Data Start Marker
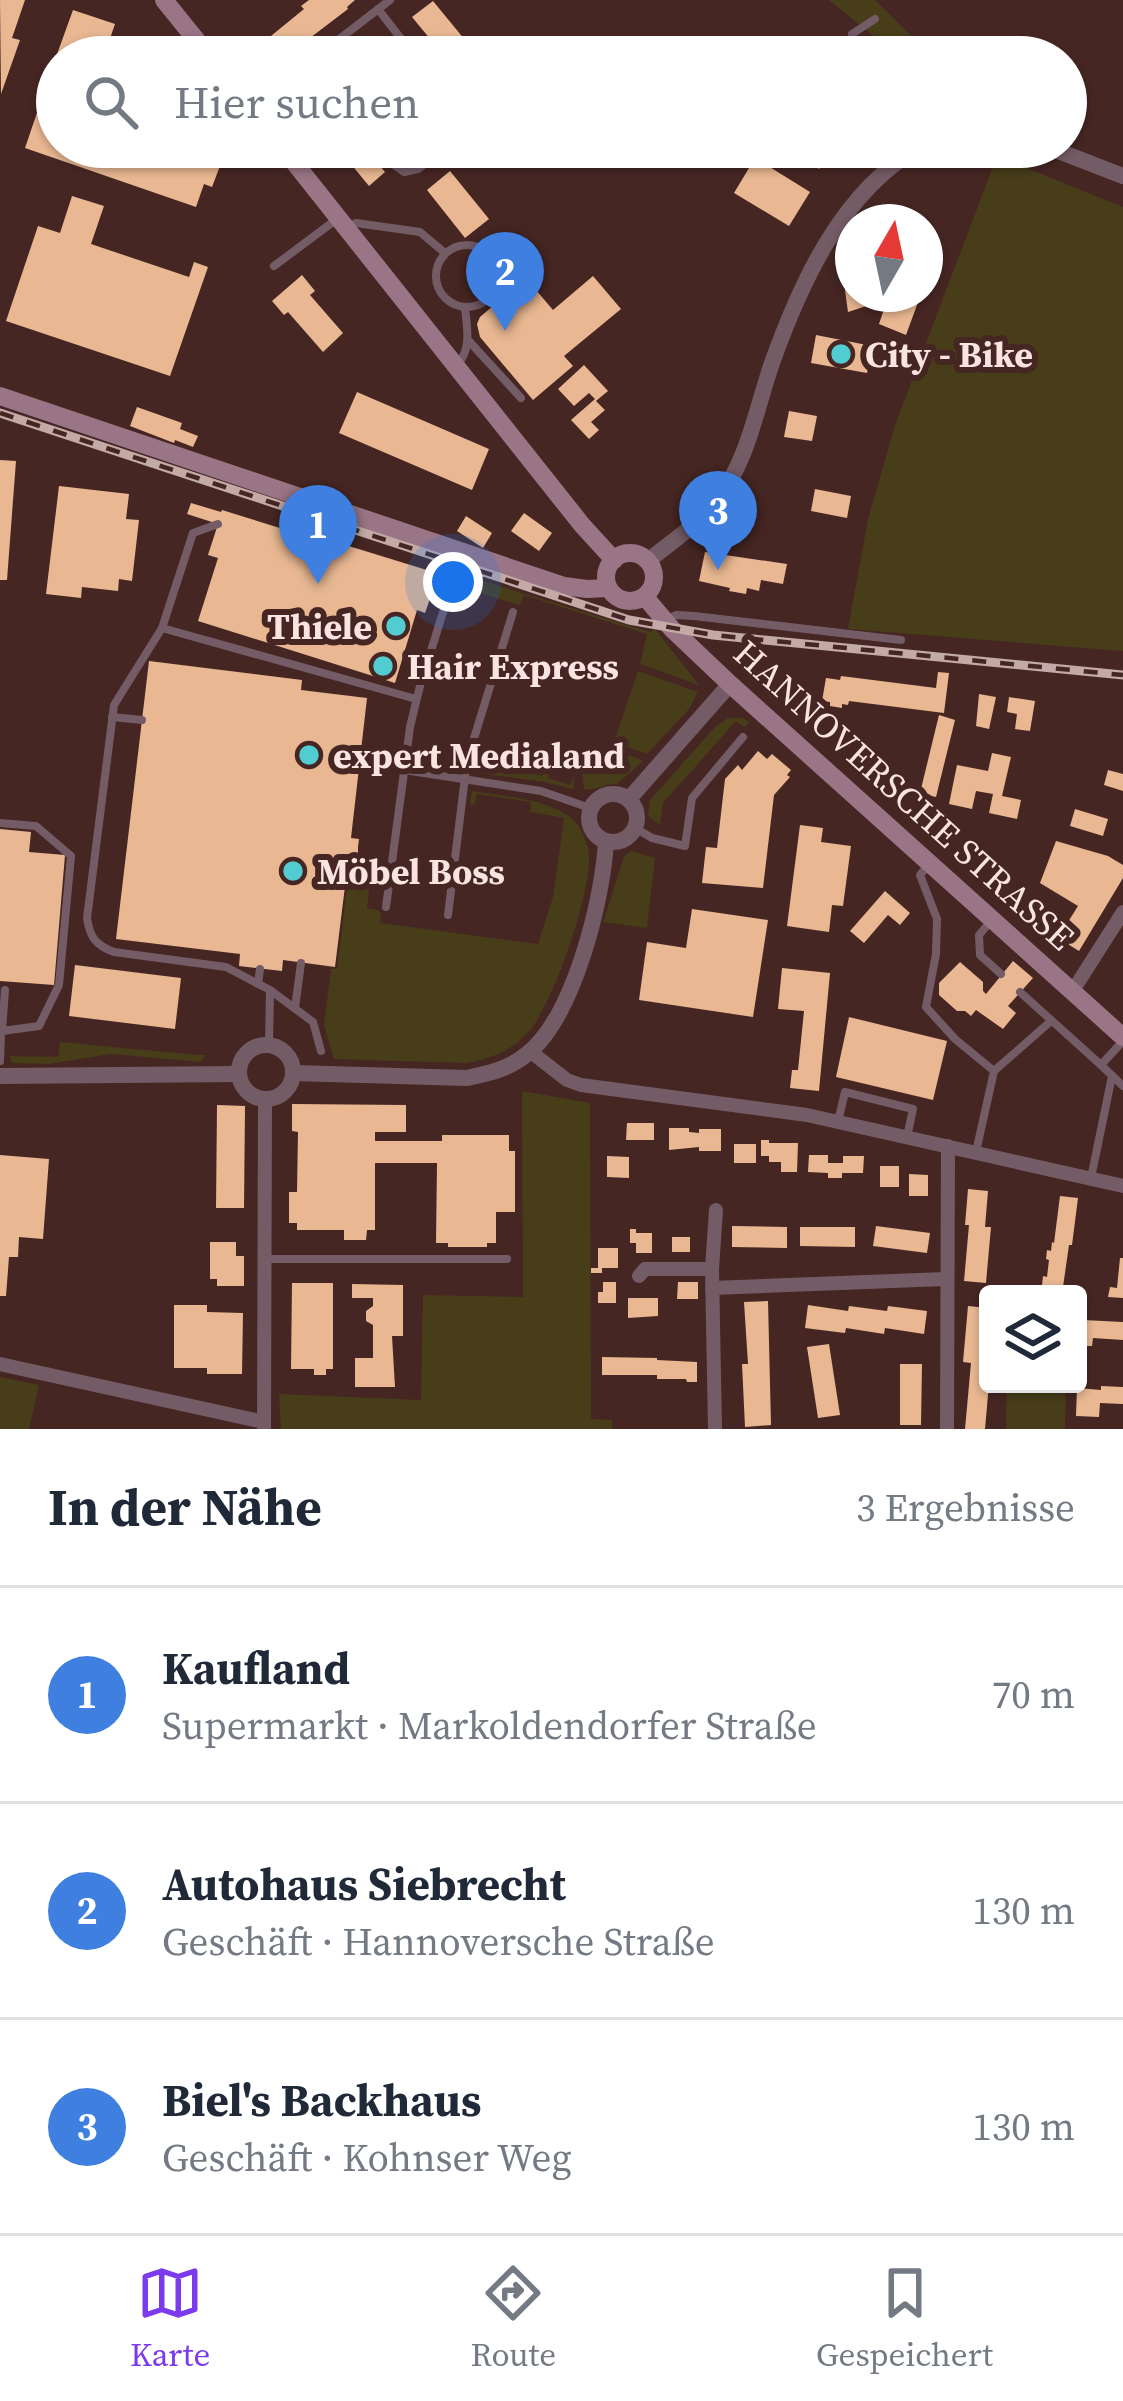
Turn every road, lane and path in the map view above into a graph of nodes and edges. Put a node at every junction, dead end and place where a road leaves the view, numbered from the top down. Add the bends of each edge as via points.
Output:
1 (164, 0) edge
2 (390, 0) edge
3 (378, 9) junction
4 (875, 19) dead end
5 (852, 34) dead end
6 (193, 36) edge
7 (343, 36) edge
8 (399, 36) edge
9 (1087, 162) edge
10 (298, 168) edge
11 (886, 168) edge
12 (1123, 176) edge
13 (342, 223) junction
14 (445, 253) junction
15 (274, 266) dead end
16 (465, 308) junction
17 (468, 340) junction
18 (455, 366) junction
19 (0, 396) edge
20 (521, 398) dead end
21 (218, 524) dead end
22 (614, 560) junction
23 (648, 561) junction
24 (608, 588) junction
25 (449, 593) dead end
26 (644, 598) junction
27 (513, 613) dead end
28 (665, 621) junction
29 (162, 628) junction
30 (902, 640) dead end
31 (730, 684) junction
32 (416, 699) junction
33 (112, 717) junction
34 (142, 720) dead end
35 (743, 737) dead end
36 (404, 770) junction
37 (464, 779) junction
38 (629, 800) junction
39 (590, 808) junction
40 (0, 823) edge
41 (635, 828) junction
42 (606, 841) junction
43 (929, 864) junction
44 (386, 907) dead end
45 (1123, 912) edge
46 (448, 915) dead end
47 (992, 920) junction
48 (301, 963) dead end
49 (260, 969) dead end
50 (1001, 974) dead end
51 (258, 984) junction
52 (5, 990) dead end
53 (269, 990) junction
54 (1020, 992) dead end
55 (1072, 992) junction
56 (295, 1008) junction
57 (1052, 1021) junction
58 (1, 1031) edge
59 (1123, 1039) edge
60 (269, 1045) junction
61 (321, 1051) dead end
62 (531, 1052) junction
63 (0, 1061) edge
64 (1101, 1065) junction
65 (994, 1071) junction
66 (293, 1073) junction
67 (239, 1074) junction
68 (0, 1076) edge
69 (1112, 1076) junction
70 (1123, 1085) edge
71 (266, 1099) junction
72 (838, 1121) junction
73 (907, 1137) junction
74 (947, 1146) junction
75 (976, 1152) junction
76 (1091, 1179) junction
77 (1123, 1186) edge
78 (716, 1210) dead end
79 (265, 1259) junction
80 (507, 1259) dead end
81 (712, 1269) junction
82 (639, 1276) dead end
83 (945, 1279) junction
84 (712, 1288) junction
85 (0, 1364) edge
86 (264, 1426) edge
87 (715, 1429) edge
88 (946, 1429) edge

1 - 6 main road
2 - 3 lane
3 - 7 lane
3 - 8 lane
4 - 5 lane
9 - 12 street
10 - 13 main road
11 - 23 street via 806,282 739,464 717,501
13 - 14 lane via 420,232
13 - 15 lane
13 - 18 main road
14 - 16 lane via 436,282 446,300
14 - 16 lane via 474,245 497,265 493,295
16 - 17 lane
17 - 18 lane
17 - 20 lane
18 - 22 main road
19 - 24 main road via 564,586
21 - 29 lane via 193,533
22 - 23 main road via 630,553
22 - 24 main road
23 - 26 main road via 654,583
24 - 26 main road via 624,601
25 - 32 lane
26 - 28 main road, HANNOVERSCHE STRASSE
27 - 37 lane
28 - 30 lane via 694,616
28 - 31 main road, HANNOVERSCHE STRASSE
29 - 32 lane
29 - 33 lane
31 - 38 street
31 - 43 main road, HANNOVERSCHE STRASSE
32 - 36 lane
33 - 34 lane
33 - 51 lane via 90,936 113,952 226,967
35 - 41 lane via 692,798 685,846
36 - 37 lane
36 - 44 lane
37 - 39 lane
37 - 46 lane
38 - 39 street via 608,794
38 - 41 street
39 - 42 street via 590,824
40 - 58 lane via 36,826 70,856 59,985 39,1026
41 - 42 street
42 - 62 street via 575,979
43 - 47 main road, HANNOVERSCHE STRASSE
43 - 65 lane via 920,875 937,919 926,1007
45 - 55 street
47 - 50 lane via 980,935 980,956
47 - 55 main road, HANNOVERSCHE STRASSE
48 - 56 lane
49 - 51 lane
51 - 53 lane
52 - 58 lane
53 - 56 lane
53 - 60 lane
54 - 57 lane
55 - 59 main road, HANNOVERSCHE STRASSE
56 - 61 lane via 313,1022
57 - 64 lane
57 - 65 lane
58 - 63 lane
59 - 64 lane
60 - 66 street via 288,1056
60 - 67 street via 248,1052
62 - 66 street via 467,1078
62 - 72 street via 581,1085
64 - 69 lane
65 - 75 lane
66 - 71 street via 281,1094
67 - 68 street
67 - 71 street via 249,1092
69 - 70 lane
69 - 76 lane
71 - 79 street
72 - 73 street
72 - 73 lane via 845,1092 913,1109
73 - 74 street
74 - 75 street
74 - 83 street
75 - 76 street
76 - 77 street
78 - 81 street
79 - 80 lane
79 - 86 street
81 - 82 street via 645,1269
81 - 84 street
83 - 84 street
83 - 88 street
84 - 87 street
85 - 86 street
Data End Marker
**What is needed:** Because only the text is wanted, copy each record above precisely and omit its pictures.

**Task answer:**
Turn every road, lane and path in the map view above into a graph of nodes and edges. Put a node at every junction, dead end and place where a road leaves the view, numbered from the top down. Add the bends of each edge as via points.
Output:
1 (164, 0) edge
2 (390, 0) edge
3 (378, 9) junction
4 (875, 19) dead end
5 (852, 34) dead end
6 (193, 36) edge
7 (343, 36) edge
8 (399, 36) edge
9 (1087, 162) edge
10 (298, 168) edge
11 (886, 168) edge
12 (1123, 176) edge
13 (342, 223) junction
14 (445, 253) junction
15 (274, 266) dead end
16 (465, 308) junction
17 (468, 340) junction
18 (455, 366) junction
19 (0, 396) edge
20 (521, 398) dead end
21 (218, 524) dead end
22 (614, 560) junction
23 (648, 561) junction
24 (608, 588) junction
25 (449, 593) dead end
26 (644, 598) junction
27 (513, 613) dead end
28 (665, 621) junction
29 (162, 628) junction
30 (902, 640) dead end
31 (730, 684) junction
32 (416, 699) junction
33 (112, 717) junction
34 (142, 720) dead end
35 (743, 737) dead end
36 (404, 770) junction
37 (464, 779) junction
38 (629, 800) junction
39 (590, 808) junction
40 (0, 823) edge
41 (635, 828) junction
42 (606, 841) junction
43 (929, 864) junction
44 (386, 907) dead end
45 (1123, 912) edge
46 (448, 915) dead end
47 (992, 920) junction
48 (301, 963) dead end
49 (260, 969) dead end
50 (1001, 974) dead end
51 (258, 984) junction
52 (5, 990) dead end
53 (269, 990) junction
54 (1020, 992) dead end
55 (1072, 992) junction
56 (295, 1008) junction
57 (1052, 1021) junction
58 (1, 1031) edge
59 (1123, 1039) edge
60 (269, 1045) junction
61 (321, 1051) dead end
62 (531, 1052) junction
63 (0, 1061) edge
64 (1101, 1065) junction
65 (994, 1071) junction
66 (293, 1073) junction
67 (239, 1074) junction
68 (0, 1076) edge
69 (1112, 1076) junction
70 (1123, 1085) edge
71 (266, 1099) junction
72 (838, 1121) junction
73 (907, 1137) junction
74 (947, 1146) junction
75 (976, 1152) junction
76 (1091, 1179) junction
77 (1123, 1186) edge
78 (716, 1210) dead end
79 (265, 1259) junction
80 (507, 1259) dead end
81 (712, 1269) junction
82 (639, 1276) dead end
83 (945, 1279) junction
84 (712, 1288) junction
85 (0, 1364) edge
86 (264, 1426) edge
87 (715, 1429) edge
88 (946, 1429) edge

1 - 6 main road
2 - 3 lane
3 - 7 lane
3 - 8 lane
4 - 5 lane
9 - 12 street
10 - 13 main road
11 - 23 street via 806,282 739,464 717,501
13 - 14 lane via 420,232
13 - 15 lane
13 - 18 main road
14 - 16 lane via 436,282 446,300
14 - 16 lane via 474,245 497,265 493,295
16 - 17 lane
17 - 18 lane
17 - 20 lane
18 - 22 main road
19 - 24 main road via 564,586
21 - 29 lane via 193,533
22 - 23 main road via 630,553
22 - 24 main road
23 - 26 main road via 654,583
24 - 26 main road via 624,601
25 - 32 lane
26 - 28 main road, HANNOVERSCHE STRASSE
27 - 37 lane
28 - 30 lane via 694,616
28 - 31 main road, HANNOVERSCHE STRASSE
29 - 32 lane
29 - 33 lane
31 - 38 street
31 - 43 main road, HANNOVERSCHE STRASSE
32 - 36 lane
33 - 34 lane
33 - 51 lane via 90,936 113,952 226,967
35 - 41 lane via 692,798 685,846
36 - 37 lane
36 - 44 lane
37 - 39 lane
37 - 46 lane
38 - 39 street via 608,794
38 - 41 street
39 - 42 street via 590,824
40 - 58 lane via 36,826 70,856 59,985 39,1026
41 - 42 street
42 - 62 street via 575,979
43 - 47 main road, HANNOVERSCHE STRASSE
43 - 65 lane via 920,875 937,919 926,1007
45 - 55 street
47 - 50 lane via 980,935 980,956
47 - 55 main road, HANNOVERSCHE STRASSE
48 - 56 lane
49 - 51 lane
51 - 53 lane
52 - 58 lane
53 - 56 lane
53 - 60 lane
54 - 57 lane
55 - 59 main road, HANNOVERSCHE STRASSE
56 - 61 lane via 313,1022
57 - 64 lane
57 - 65 lane
58 - 63 lane
59 - 64 lane
60 - 66 street via 288,1056
60 - 67 street via 248,1052
62 - 66 street via 467,1078
62 - 72 street via 581,1085
64 - 69 lane
65 - 75 lane
66 - 71 street via 281,1094
67 - 68 street
67 - 71 street via 249,1092
69 - 70 lane
69 - 76 lane
71 - 79 street
72 - 73 street
72 - 73 lane via 845,1092 913,1109
73 - 74 street
74 - 75 street
74 - 83 street
75 - 76 street
76 - 77 street
78 - 81 street
79 - 80 lane
79 - 86 street
81 - 82 street via 645,1269
81 - 84 street
83 - 84 street
83 - 88 street
84 - 87 street
85 - 86 street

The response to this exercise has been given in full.